::: Provided data

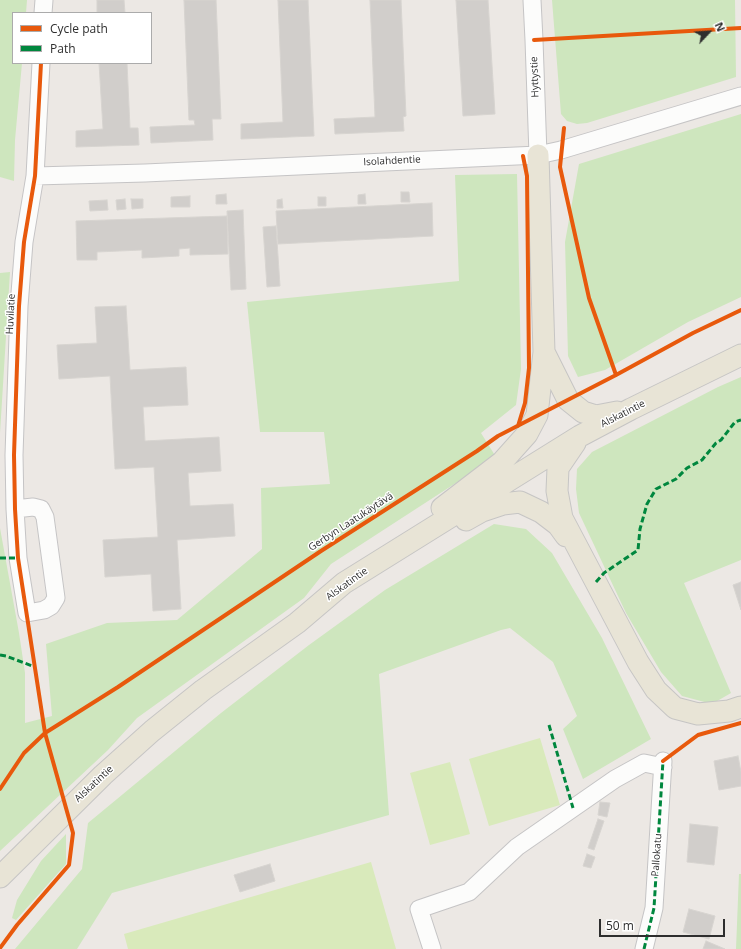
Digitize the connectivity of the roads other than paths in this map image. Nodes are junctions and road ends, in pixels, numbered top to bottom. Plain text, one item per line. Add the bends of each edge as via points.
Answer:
1 (44, 0) edge
2 (532, 0) edge
3 (43, 12) edge
4 (41, 64) edge
5 (741, 96) edge
6 (538, 154) junction
7 (35, 176) junction
8 (544, 352) junction
9 (741, 355) edge
10 (631, 409) junction
11 (580, 436) junction
12 (15, 509) junction
13 (579, 552) junction
14 (344, 583) junction
15 (297, 623) junction
16 (741, 707) edge
17 (0, 877) edge
18 (432, 949) edge
19 (644, 949) edge

1 - 3 street
2 - 6 street, Hyttystie
4 - 7 street, Huvilatie
5 - 6 street, Isolahdentie via 561,150
6 - 7 street, Isolahdentie via 153,173
6 - 8 main road
7 - 12 street, Huvilatie via 24,242 19,306 14,455
8 - 10 main road via 568,400 583,412 596,416
8 - 14 main road via 537,416 527,434 502,462
9 - 10 main road, Alskatintie
10 - 11 main road, Alskatintie
11 - 13 main road via 558,468 557,491 562,518
11 - 14 main road, Alskatintie
12 - 12 street, Huvilatie via 18,558 27,613 44,610 51,606 56,598 45,517 41,509
13 - 15 main road via 558,525 540,512 520,502 503,504 482,511 458,524
13 - 16 main road via 638,662 656,690 675,708 698,714 729,711
14 - 15 main road, Alskatintie
15 - 17 main road, Alskatintie via 203,690 152,732 103,775
18 - 19 street, Pallokatu via 419,909 469,892 517,847 615,779 644,763 663,764 654,908

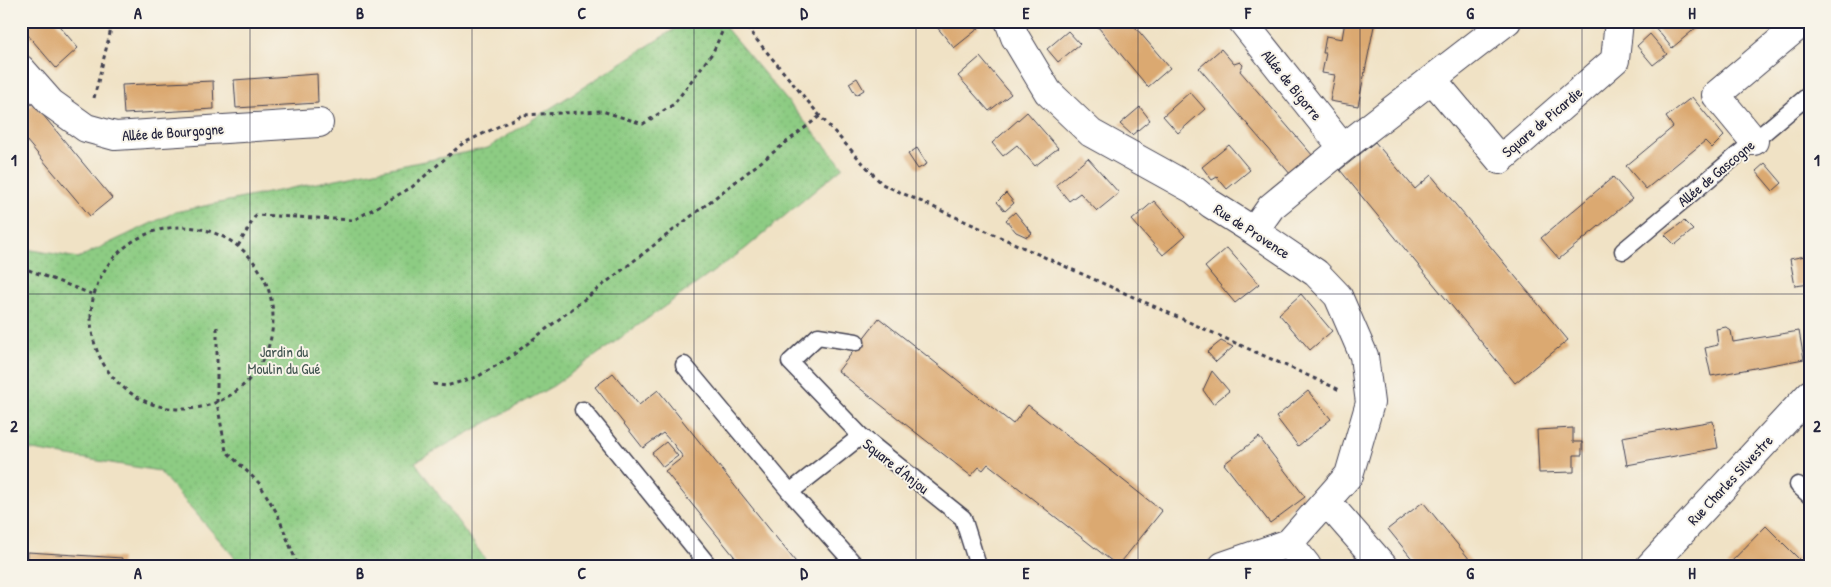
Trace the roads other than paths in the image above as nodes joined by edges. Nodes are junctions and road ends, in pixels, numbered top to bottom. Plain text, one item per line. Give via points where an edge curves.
1 (1009, 21) edge
2 (1242, 21) edge
3 (1507, 21) edge
4 (1620, 21) edge
5 (1804, 21) edge
6 (21, 69) edge
7 (1432, 79) junction
8 (1810, 94) edge
9 (319, 123) dead end
10 (1754, 141) junction
11 (1343, 148) junction
12 (1254, 231) junction
13 (1622, 251) dead end
14 (856, 342) dead end
15 (684, 365) dead end
16 (1810, 394) edge
17 (582, 410) dead end
18 (861, 436) junction
19 (1798, 485) dead end
20 (790, 492) junction
21 (1810, 496) edge
22 (1326, 501) junction
23 (1289, 543) junction
24 (709, 566) edge
25 (856, 566) edge
26 (978, 566) edge
27 (1223, 566) edge
28 (1307, 566) edge
29 (1383, 566) edge
30 (1650, 566) edge

1 - 12 street, Rue de Provence via 1048,92 1091,133 1194,190 1210,204
2 - 11 street, Allée de Bigorre
3 - 7 street
4 - 7 street, Square de Picardie via 1615,60 1500,160
5 - 10 street via 1716,94
6 - 9 street, Allée de Bourgogne via 50,103 86,128 114,136
7 - 11 street
8 - 10 lane, Allée de Gascogne
10 - 13 lane, Allée de Gascogne
11 - 12 street via 1271,207
12 - 22 street, Rue de Provence via 1316,273 1338,296 1364,356 1370,403 1349,475
14 - 18 lane via 818,336 790,362
15 - 20 lane
16 - 30 street, Rue Charles Silvestre
17 - 24 lane
18 - 20 lane, Square d'Anjou
18 - 26 lane, Square d'Anjou via 963,518
19 - 21 lane
20 - 25 lane
22 - 23 street, Rue de Provence
22 - 29 street
23 - 27 street
23 - 28 street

::::::

Nothing but a number is expected here: the number of lines in the entries that include the word "Allée".

4